Die Wiederannäherung der Türkei an ausgewählte europäische Staaten kann nicht als Zeichen eines neuen Europa-Strebens gedeutet werden.

Istanbul - Mit einem Doppelbesuch von Staatspräsident und Außenminister bei den beiden wichtigsten Staaten der EU hat die Türkei versucht, ihre Beziehungen zu Europa nach langen Monaten des Streits auf eine neue Grundlage zu stellen. Die Reisen von Präsident Erdogan nach Paris und Außenminister Cavusoglu nach Deutschland stehen für Bemühungen der Türkei um mehr Nähe zu Europa nach einer langen Zeit der Entfremdung. Die Wiederannäherung sollte aber nicht als Zeichen eines neuen Europa-Strebens in Ankara gedeutet werden. Es geht Erdogan um innenpolitische Vorteile, nicht um europäische Werte.

 

Gut 15 Jahre nach seinem Machtantritt in der Türkei will der 63-jährige Erdogan die Weichen für eine Zukunft stellen, in der er selbst und nach seinem Ausscheiden ein anderer islamisch-konservativer Politiker über die absolute Macht im Land verfügt. Der Umbau der Türkei in eine Präsidialrepublik soll bei der Präsidentenwahl im kommenden Jahr vollendet werden. Diesem Ziel wird alles andere untergeordnet, auch die Außenpolitik, die jetzt „transaktional“ geführt wird, also nach dem Prinzip von Leistung und konkreter und unmittelbarer Gegenleistung. Das hat weitreichende Folgen für das Verhältnis zu Europa, in dem es bisher prinzipiell um die Annäherung der Türkei an EU-Werte ging.

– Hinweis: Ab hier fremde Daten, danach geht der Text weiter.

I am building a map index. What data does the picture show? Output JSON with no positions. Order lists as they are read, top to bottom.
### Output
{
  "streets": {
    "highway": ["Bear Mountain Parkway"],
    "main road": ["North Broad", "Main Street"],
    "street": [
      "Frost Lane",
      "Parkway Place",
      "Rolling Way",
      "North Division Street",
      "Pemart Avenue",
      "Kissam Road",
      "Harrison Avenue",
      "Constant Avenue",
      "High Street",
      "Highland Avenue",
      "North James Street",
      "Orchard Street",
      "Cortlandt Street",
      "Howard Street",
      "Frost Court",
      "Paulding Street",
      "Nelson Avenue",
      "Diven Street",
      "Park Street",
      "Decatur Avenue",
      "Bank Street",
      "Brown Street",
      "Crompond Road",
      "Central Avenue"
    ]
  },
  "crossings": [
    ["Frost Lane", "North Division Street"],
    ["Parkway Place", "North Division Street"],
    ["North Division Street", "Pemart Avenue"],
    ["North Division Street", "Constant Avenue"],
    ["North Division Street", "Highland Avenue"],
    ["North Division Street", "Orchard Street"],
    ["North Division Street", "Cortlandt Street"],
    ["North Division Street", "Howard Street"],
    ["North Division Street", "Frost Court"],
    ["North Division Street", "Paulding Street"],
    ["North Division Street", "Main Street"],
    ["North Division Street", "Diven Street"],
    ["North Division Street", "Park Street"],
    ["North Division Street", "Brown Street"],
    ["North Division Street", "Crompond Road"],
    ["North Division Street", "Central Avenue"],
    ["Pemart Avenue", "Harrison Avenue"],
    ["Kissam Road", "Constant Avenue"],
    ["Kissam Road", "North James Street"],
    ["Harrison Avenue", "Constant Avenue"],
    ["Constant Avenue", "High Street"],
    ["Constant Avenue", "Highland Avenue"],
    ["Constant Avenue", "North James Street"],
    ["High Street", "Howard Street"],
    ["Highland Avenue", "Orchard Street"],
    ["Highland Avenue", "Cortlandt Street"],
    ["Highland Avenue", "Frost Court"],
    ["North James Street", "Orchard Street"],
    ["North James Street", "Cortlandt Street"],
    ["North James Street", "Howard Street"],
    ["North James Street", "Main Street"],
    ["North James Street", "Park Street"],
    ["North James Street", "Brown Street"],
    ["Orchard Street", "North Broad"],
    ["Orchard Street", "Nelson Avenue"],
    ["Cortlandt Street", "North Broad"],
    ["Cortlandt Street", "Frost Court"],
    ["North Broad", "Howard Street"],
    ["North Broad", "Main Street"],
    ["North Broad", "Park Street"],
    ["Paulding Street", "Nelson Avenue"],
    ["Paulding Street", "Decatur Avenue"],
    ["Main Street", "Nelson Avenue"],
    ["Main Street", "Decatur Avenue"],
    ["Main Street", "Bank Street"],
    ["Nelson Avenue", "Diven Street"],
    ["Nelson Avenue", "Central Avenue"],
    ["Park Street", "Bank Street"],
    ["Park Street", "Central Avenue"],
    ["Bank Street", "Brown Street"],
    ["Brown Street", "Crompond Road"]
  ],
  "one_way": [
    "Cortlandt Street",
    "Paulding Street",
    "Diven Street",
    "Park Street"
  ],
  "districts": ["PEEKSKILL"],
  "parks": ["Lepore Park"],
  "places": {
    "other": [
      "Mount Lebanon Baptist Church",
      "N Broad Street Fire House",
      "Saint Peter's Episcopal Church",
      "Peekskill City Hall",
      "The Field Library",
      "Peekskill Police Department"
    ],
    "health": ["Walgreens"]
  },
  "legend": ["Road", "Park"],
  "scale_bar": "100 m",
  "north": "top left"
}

Erdogan sieht sich von inneren und äußeren Feinden umringt

Seinen öffentlichen Äußerungen nach zu urteilen, hat Erdogan kein Interesse mehr an einer EU-Mitgliedschaft seines Landes. Dass der Druck auf Opposition und Medien mit der Inhaftierung führender Politiker und Journalisten den Normen Europas widerspricht, ist für ihn unerheblich. Er sieht sich von inneren und äußeren Feinden umringt, die er zum Wohle des Landes bekämpfen muss. Die Wiederannäherung an Europa dient in dieser Situation dazu, eine Isolierung der Türkei im Westen zu verhindern. Zudem ist Erdogan wegen des nahen Wahlkampfes dringend an guten Wirtschaftsbeziehungen zu Deutschland, Frankreich und anderen EU-Staaten interessiert. Deshalb besuchten Erdogan und Cavusoglu am Wochenende die wirtschaftsstärksten Mitglieder der EU, nicht aber die EU-Zentrale selbst. „Transaktional“ ist auch die Haltung der Türkei bei Fällen wie dem des inhaftierten deutschtürkischen Journalisten Yücel. Ein Austausch gegen Gülen-Anhänger in Deutschland kommt für die Bundesrepublik zwar nicht infrage, doch in anderen Bereichen ist ein Geben und Nehmen offenbar möglich.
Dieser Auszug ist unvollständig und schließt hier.